An exact reproduction of all the entries is what the answer must contain.

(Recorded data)
■ ■ ■ ■ ■ ■ ■

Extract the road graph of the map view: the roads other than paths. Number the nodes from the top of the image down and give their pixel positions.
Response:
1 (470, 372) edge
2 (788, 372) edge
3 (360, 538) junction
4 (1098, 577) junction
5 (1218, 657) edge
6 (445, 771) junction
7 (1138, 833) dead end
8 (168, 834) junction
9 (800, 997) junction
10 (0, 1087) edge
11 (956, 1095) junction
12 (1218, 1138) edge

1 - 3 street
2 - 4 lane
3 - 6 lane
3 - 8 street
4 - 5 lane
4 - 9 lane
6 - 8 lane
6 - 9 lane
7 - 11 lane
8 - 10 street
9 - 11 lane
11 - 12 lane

■ ■ ■ ■ ■ ■ ■

> _EXERCISE RESPONSE_
Extract the road graph of the map view: the roads other than paths. Number the nodes from the top of the image down and give their pixel positions.
Response:
1 (470, 372) edge
2 (788, 372) edge
3 (360, 538) junction
4 (1098, 577) junction
5 (1218, 657) edge
6 (445, 771) junction
7 (1138, 833) dead end
8 (168, 834) junction
9 (800, 997) junction
10 (0, 1087) edge
11 (956, 1095) junction
12 (1218, 1138) edge

1 - 3 street
2 - 4 lane
3 - 6 lane
3 - 8 street
4 - 5 lane
4 - 9 lane
6 - 8 lane
6 - 9 lane
7 - 11 lane
8 - 10 street
9 - 11 lane
11 - 12 lane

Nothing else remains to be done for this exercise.